Inspiration for the Week 1 Challenge:

Christa Desir was the source for this week’s challenge.  Christa is a writer (repped by Sarah LaPolla of Curtis Brown) whose debut young adult novel, Faultline, comes out in November. So, first off, kudos to her — I look forward to seeing her book in the fall.

Picture 6Earlier this week she shared her 2013 Jan Plan: an unstructured challenge to simply complete one thing in January.

She said, “This is the month for all of us to take a project and finish it. It can be anything…book, cleaning out the garage, knitting a sweater…it doesn’t matter. Just whatever you have been putting off, it is time to finish.”

Be sure to visit her blog and let her know, if you take on this challenge.

Choosing The One Thing to Finish:

Originally, I intended to take on only Christa’s challenge for January (and you are welcome to do that, rather than a different challenge each week).

It was the perfect excuse for me to take on one of my nearly-finished short stories, complete revisions, and get one submitted to a literary magazine. I have unfinished grad school applications.  I have a half-painted living room. I’m sure everyone has some project like these on their to-do list — and there’s something reassuring, even fun, in tackling them together.

But the truth is that I have a deadline to complete all paperwork for fall semester by this Monday, which includes grading all the essays turned in just before the holidays.  So — while I may use Christa’s challenge to tackle one of those other projects later in the month — my goal for the first week of the challenge is to complete grading for last semester.

Some Thoughts on Tackling Unfinished Work:

It’s possible you are just taking up the next thing on your list. Maybe you just hadn’t gotten to it yet. Maybe it was already the thing you planned to do this week — like my grading or taking down holiday decorations or writing holiday thank-you’s (shoot, I need to do that). If that’s the case, your path forward may be simple. Get to it.

But often, when we face an unfinished project like the unrevised short stories, or the grad school application or even things like unfinished painting or a half-knit sweater, we are facing a project that has lingered, getting stale and unlikable, on our to-do list for months or even years.

Strategy for Tackling Stale Projects:

Awhile back, I faced a to-do list like that. A couple items rotated from one to-do list to the next, but never got smaller.

Mystified, I applied a new trick —  I wrote my To Do list in 3 columns:

  1. The first column named the project that needed to be done.
  2. But, in the second column, I answered the question, “Why have you not done it yet?” Almost always, the answer was that it took materials, money or time I didn’t have, or… eek… I was afraid of failing or lost interest.
  3. So, in that third column, which became my actual to-do list, I wrote what I needed to overcome that resistance. Instead of “paint the living room,” my to-do item started with, “match paint sample, buy paint and roller.” Instead of “revise Hotsy Totsy,” my to-do item became “send HT to a beta reader for feedback; then, revise with feedback.”

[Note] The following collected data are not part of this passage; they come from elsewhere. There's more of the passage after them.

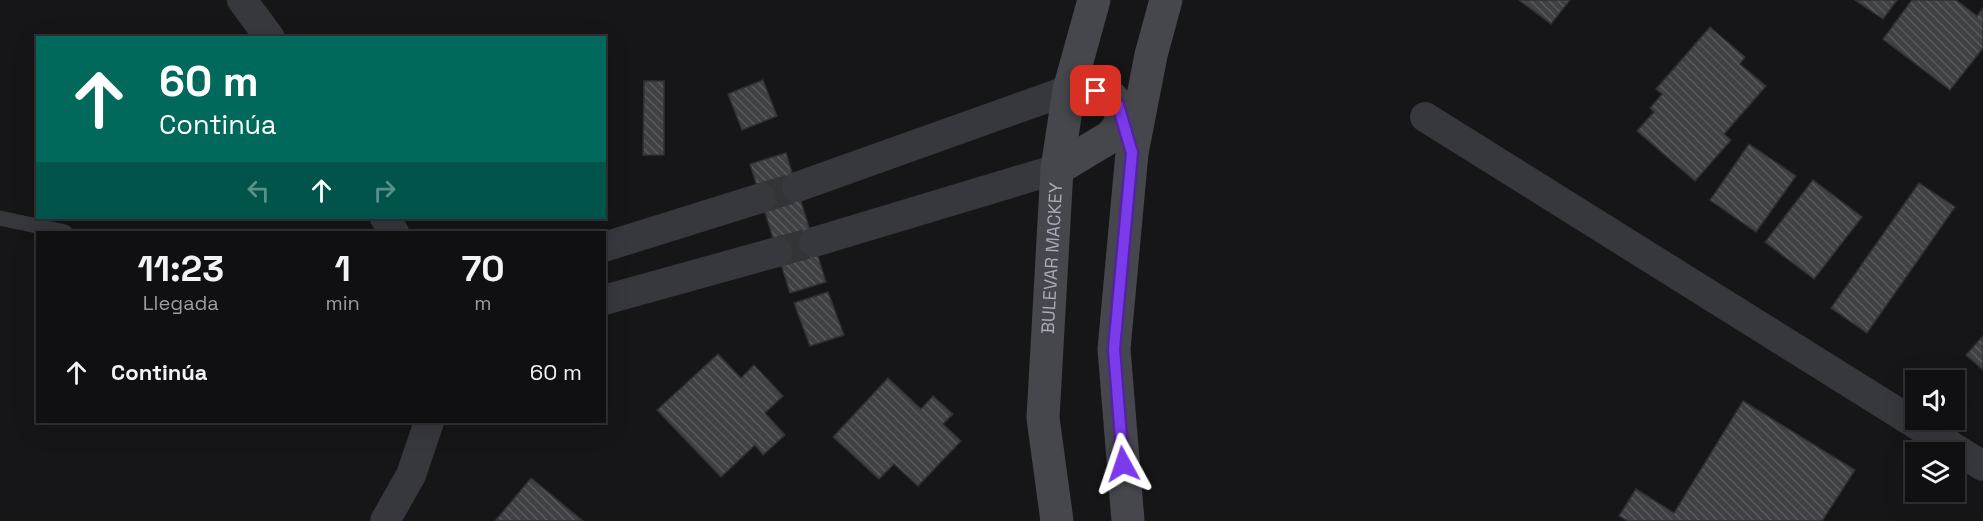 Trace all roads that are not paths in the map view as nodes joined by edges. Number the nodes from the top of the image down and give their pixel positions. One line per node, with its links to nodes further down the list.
1 (242, 0): 4 (street)
2 (1094, 0): 5 (main road, BULEVAR MACKEY)
3 (1166, 0): 6 (main road)
4 (269, 36)
5 (1069, 90): 6 (main road); 8 (main road, BULEVAR MACKEY); 9 (street)
6 (1133, 109): 8 (main road); 21 (main road)
7 (1425, 117): 18 (street)
8 (1058, 169): 13 (street); 20 (main road, BULEVAR MACKEY)
9 (797, 187)
10 (761, 198): 14 (street)
11 (0, 218): 12 (lane)
12 (60, 231)
13 (814, 242)
14 (606, 246)
15 (777, 252): 16 (street)
16 (606, 299)
17 (429, 423): 19 (street)
18 (1983, 466)
19 (385, 521)
20 (1057, 521)
21 (1128, 521) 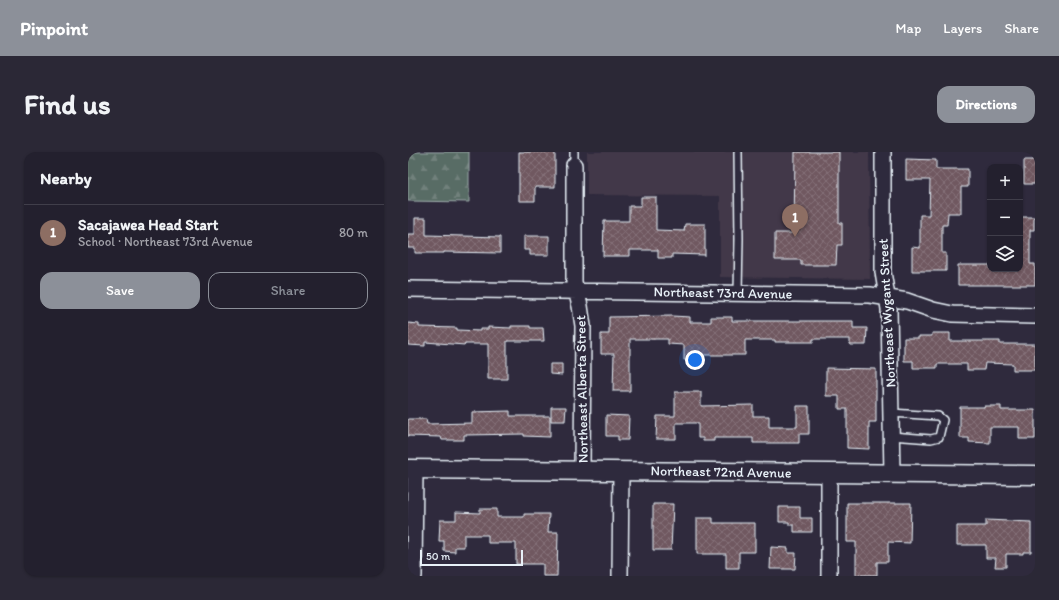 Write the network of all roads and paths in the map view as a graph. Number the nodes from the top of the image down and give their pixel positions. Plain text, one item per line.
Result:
1 (738, 152) edge
2 (883, 152) edge
3 (574, 158) edge
4 (408, 289) edge
5 (577, 291) junction
6 (738, 293) junction
7 (887, 298) junction
8 (1035, 316) edge
9 (891, 413) junction
10 (891, 436) junction
11 (412, 469) edge
12 (582, 471) junction
13 (621, 471) junction
14 (829, 474) junction
15 (892, 474) junction
16 (1035, 475) edge
17 (414, 576) edge
18 (620, 576) edge
19 (829, 576) edge

1 - 6 lane
2 - 7 street, Northeast Wygant Street
3 - 5 street, Northeast Alberta Street
4 - 5 street, Northeast 73rd Avenue
5 - 6 street, Northeast 73rd Avenue
5 - 12 street, Northeast Alberta Street
6 - 7 street, Northeast 73rd Avenue
7 - 8 street, Northeast 73rd Avenue
7 - 9 street, Northeast Wygant Street
9 - 10 street, Northeast Wygant Street
9 - 10 lane
10 - 15 street, Northeast Wygant Street
11 - 12 street, Northeast 72nd Avenue
11 - 17 street
12 - 13 street, Northeast 72nd Avenue
13 - 14 street, Northeast 72nd Avenue
13 - 18 street
14 - 15 street, Northeast 72nd Avenue
14 - 19 street
15 - 16 street, Northeast 72nd Avenue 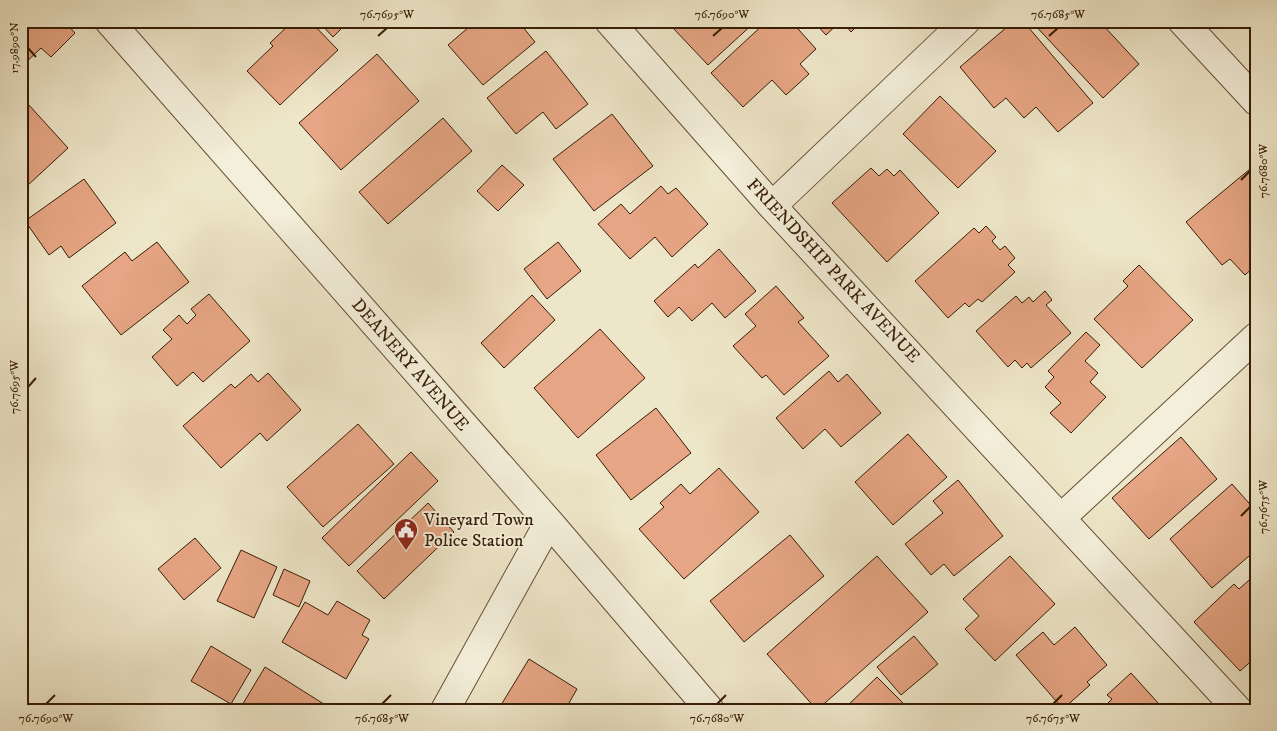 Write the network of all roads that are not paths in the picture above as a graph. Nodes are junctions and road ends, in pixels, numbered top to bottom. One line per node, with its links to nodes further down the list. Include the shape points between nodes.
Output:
1 (109, 21): 9 (street, DEANERY AVENUE)
2 (609, 21): 6 (street, FRIENDSHIP PARK AVENUE)
3 (966, 21): 6 (street)
4 (1182, 21): 5 (street)
5 (1256, 101)
6 (772, 206): 8 (street, FRIENDSHIP PARK AVENUE)
7 (1256, 337): 8 (street)
8 (1061, 518): 12 (street, FRIENDSHIP PARK AVENUE)
9 (548, 522): 10 (street); 11 (street, DEANERY AVENUE)
10 (445, 710)
11 (710, 710)
12 (1238, 710)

Why is it so important to ask why you didn’t get it done before?

  • To address any resistance. We couldn’t finish painting the living room because the paint had been discontinued, so it helped to add “get new sample” to the action list. Addressing the resistance honors that you weren’t being lazy or unproductive; there is an actual obstacle to fix. Action steps always feel more constructive.
  • (Restated as a specific for writers:) Avoid telling yourself to “revise that story”or “finish that book” — it helps to break writing projects into action steps. Where vague orders like “revise” or “finish” beat you down with over-repetition, being clear gives you direction and the chance of actually completing the step.  Try “write the ending,” or “submit a proposal to (target publications),” or “address rambling in middle chapters,” or “research names of participants in the Easter Rising.” I gave the example of my short story Hotsy Totsy because we sometimes bang ourselves (and our stories) over the head with the same approach to revision, over and over. I knew that story didn’t need my revision again, but feedback from another reader, and solutions came much more quickly when I wrote “find beta reader” on my to-do list. (Kudos to Gerry Wilson for that!)
  • To identify overlooked steps. “Submit grad school applications” sounds like I need to fill out a form. But no, I did that already. What I’d need to write on my action list is: “email (specific names) for recommendation letters” and “write personal statement.” I might have forgotten, also, to budget for the application fees.
  • To plan better. As a mom, often I’m short on time. If that was the case, I answered the question, “What did I do instead of this thing?” I used my answer to that question to plan better times to work on the project — say, when I had time off from work or when my boys were at school.
  • To shift priorities.  Sometimes you need to honor that there is a roadblock that won’t move any time soon. When almost all of my hold-ups on one list were the cost, I realized the some of the unfinished projects were low priority compared to other expenses — and literally moved them off my list. In fact, I switched them for tasks that increased whatever was in short supply (“send out resumes” or “submit expense report”).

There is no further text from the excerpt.